Return, word for word, the line that contains "Trace the roads" and every line after it through the end of the records.

Data excerpts:
◆ ◆ ◆ ◆

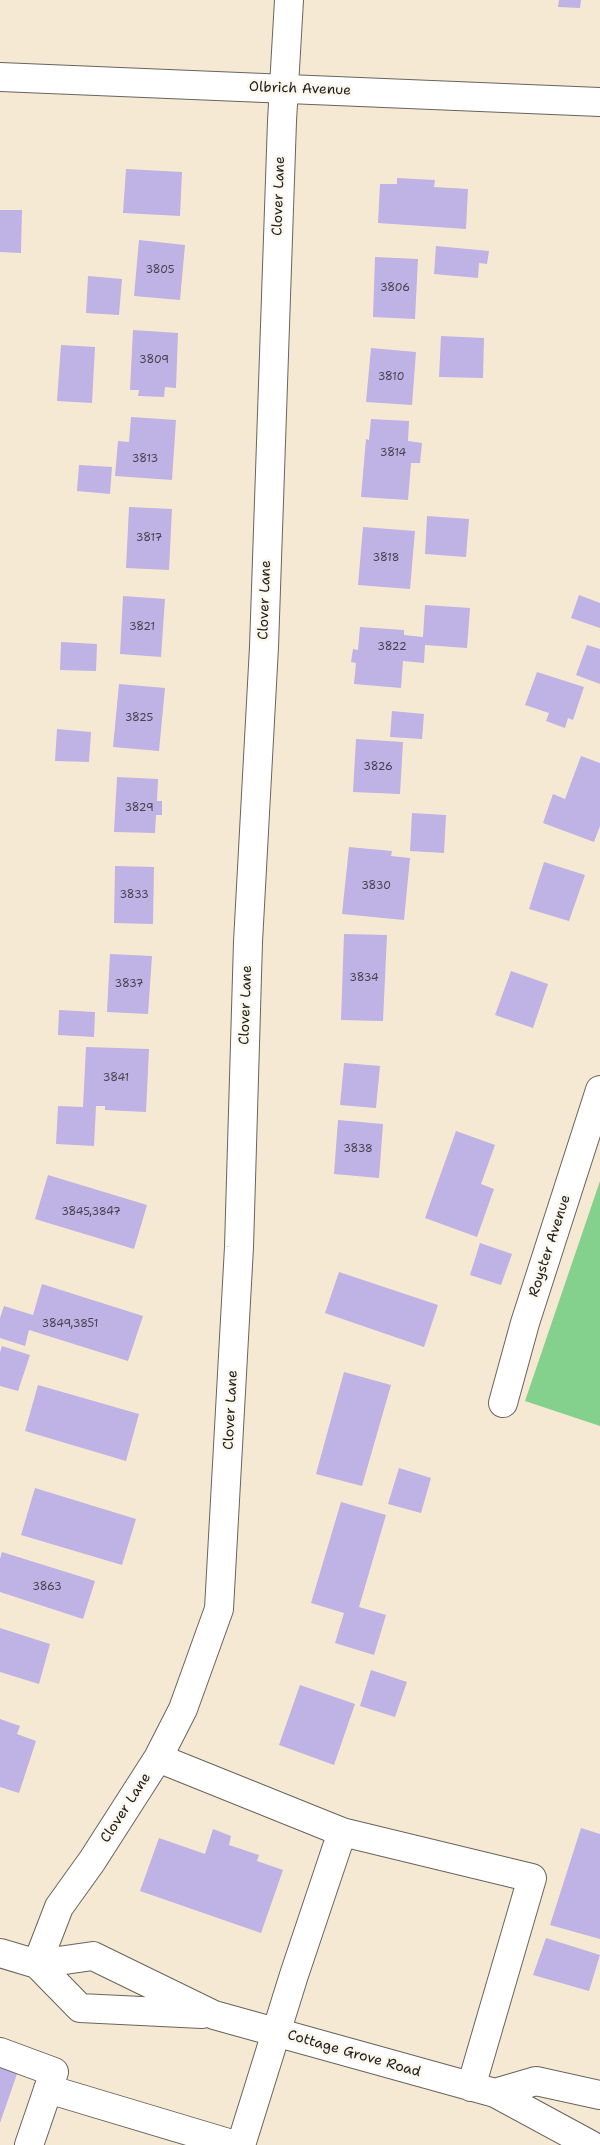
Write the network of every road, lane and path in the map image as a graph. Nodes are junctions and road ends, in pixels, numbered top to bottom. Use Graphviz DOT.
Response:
graph roads {
  1 [pos="289,0"];
  2 [pos="0,77"];
  3 [pos="283,89"];
  4 [pos="600,102"];
  5 [pos="600,1090"];
  6 [pos="504,1403"];
  7 [pos="158,1758"];
  8 [pos="342,1832"];
  9 [pos="0,1953"];
  10 [pos="37,1964"];
  11 [pos="214,2015"];
  12 [pos="276,2032"];
  13 [pos="0,2052"];
  14 [pos="48,2089"];
  15 [pos="483,2090"];
  16 [pos="600,2095"];
  17 [pos="29,2145"];
  18 [pos="235,2145"];
  19 [pos="240,2145"];
  20 [pos="589,2145"];
  1 -- 3 [label="street, Clover Lane"];
  2 -- 3 [label="street, Olbrich Avenue"];
  3 -- 4 [label="street, Olbrich Avenue"];
  3 -- 7 [label="street, Clover Lane"];
  5 -- 6 [label="street, Royster Avenue"];
  7 -- 8 [label="street"];
  7 -- 10 [label="street, Clover Lane"];
  8 -- 12 [label="street"];
  8 -- 15 [label="street"];
  9 -- 10 [label="street, Cottage Grove Road"];
  10 -- 11 [label="street, Cottage Grove Road"];
  10 -- 11 [label="street, Cottage Grove Road"];
  11 -- 12 [label="street, Cottage Grove Road"];
  12 -- 15 [label="street, Cottage Grove Road"];
  12 -- 19 [label="street"];
  13 -- 14 [label="street"];
  14 -- 17 [label="street"];
  14 -- 18 [label="street"];
  15 -- 16 [label="street"];
  15 -- 20 [label="street, Cottage Grove Road"];
}
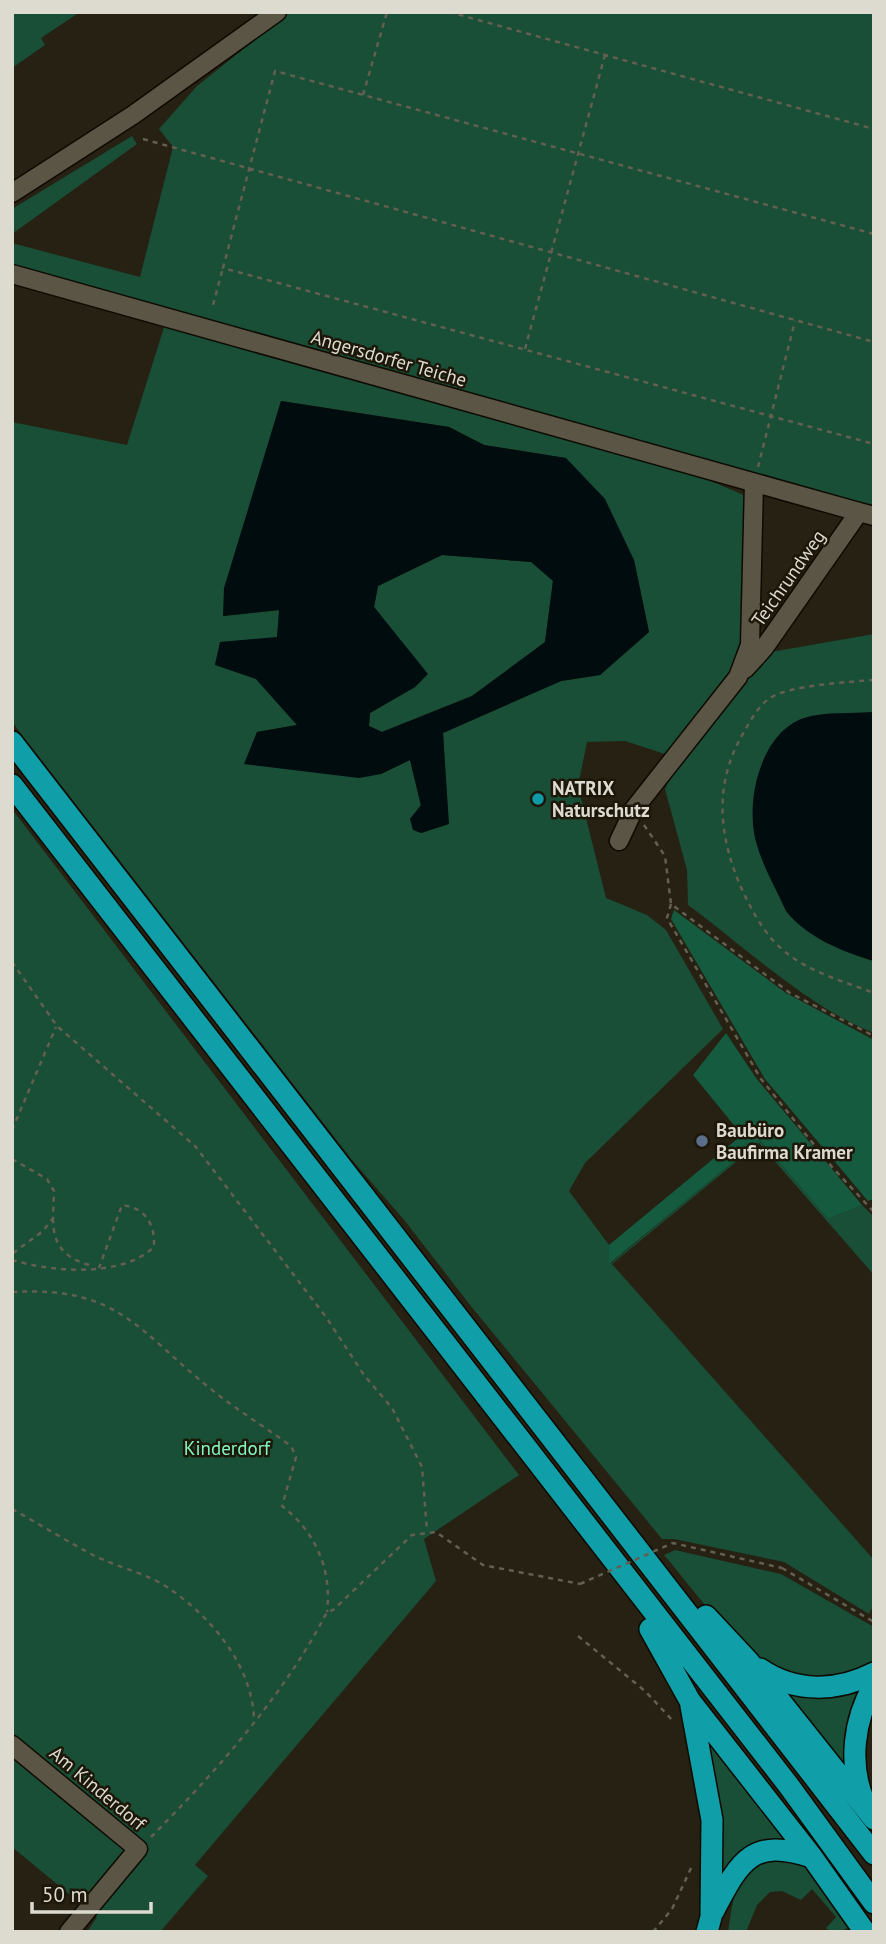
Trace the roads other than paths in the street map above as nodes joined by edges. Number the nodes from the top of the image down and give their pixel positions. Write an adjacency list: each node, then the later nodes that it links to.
1 (277, 12): 2 (street)
2 (12, 193)
3 (12, 274): 4 (street, Angersdorfer Teiche)
4 (756, 475): 5 (street, Angersdorfer Teiche); 6 (street)
5 (866, 514): 6 (street, Teichrundweg)
6 (738, 677): 9 (street)
7 (12, 742): 11 (highway)
8 (12, 785): 10 (highway)
9 (619, 841)
10 (609, 1557): 15 (highway); 20 (highway)
11 (656, 1570): 12 (highway); 18 (highway)
12 (749, 1662): 13 (highway); 17 (highway)
13 (874, 1673)
14 (874, 1685): 17 (highway)
15 (690, 1701): 19 (highway); 21 (highway)
16 (12, 1745): 22 (street, Am Kinderdorf)
17 (871, 1816)
18 (874, 1854)
19 (812, 1857): 21 (highway); 23 (highway)
20 (874, 1903)
21 (709, 1924)
22 (69, 1932)
23 (866, 1932)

◆ ◆ ◆ ◆

Answer to the problem:
Trace the roads other than paths in the street map above as nodes joined by edges. Number the nodes from the top of the image down and give their pixel positions. Write an adjacency list: each node, then the later nodes that it links to.
1 (277, 12): 2 (street)
2 (12, 193)
3 (12, 274): 4 (street, Angersdorfer Teiche)
4 (756, 475): 5 (street, Angersdorfer Teiche); 6 (street)
5 (866, 514): 6 (street, Teichrundweg)
6 (738, 677): 9 (street)
7 (12, 742): 11 (highway)
8 (12, 785): 10 (highway)
9 (619, 841)
10 (609, 1557): 15 (highway); 20 (highway)
11 (656, 1570): 12 (highway); 18 (highway)
12 (749, 1662): 13 (highway); 17 (highway)
13 (874, 1673)
14 (874, 1685): 17 (highway)
15 (690, 1701): 19 (highway); 21 (highway)
16 (12, 1745): 22 (street, Am Kinderdorf)
17 (871, 1816)
18 (874, 1854)
19 (812, 1857): 21 (highway); 23 (highway)
20 (874, 1903)
21 (709, 1924)
22 (69, 1932)
23 (866, 1932)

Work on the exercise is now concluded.